• **PROBLEM STATEMENT**: The answer should be every line below, repeated exactly, with the images left out.
*** EXTRACTED INFORMATION ***
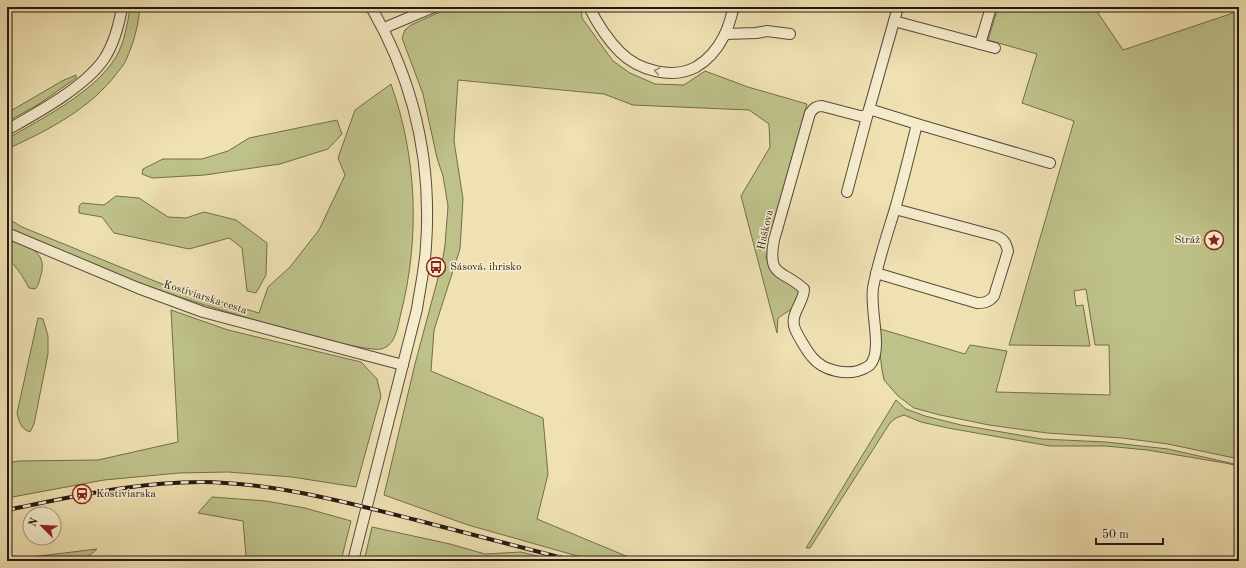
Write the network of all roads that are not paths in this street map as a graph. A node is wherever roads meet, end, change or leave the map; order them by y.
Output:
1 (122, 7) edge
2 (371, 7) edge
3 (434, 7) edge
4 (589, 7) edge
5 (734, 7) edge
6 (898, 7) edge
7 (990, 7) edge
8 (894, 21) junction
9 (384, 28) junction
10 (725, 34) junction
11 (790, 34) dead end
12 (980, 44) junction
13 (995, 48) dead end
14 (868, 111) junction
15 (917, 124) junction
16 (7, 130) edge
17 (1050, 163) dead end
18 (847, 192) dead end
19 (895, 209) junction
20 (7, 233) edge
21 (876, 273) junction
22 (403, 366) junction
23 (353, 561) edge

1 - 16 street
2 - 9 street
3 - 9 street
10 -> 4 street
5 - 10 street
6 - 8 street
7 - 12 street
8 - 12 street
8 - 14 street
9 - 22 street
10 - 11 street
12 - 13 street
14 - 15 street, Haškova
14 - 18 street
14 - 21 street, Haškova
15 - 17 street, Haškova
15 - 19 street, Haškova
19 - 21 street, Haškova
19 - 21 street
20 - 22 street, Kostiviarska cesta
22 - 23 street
*** End of EXTRACTED INFORMATION ***
• **OUTPUT OF THE TASK**:
Write the network of all roads that are not paths in this street map as a graph. A node is wherever roads meet, end, change or leave the map; order them by y.
Output:
1 (122, 7) edge
2 (371, 7) edge
3 (434, 7) edge
4 (589, 7) edge
5 (734, 7) edge
6 (898, 7) edge
7 (990, 7) edge
8 (894, 21) junction
9 (384, 28) junction
10 (725, 34) junction
11 (790, 34) dead end
12 (980, 44) junction
13 (995, 48) dead end
14 (868, 111) junction
15 (917, 124) junction
16 (7, 130) edge
17 (1050, 163) dead end
18 (847, 192) dead end
19 (895, 209) junction
20 (7, 233) edge
21 (876, 273) junction
22 (403, 366) junction
23 (353, 561) edge

1 - 16 street
2 - 9 street
3 - 9 street
10 -> 4 street
5 - 10 street
6 - 8 street
7 - 12 street
8 - 12 street
8 - 14 street
9 - 22 street
10 - 11 street
12 - 13 street
14 - 15 street, Haškova
14 - 18 street
14 - 21 street, Haškova
15 - 17 street, Haškova
15 - 19 street, Haškova
19 - 21 street, Haškova
19 - 21 street
20 - 22 street, Kostiviarska cesta
22 - 23 street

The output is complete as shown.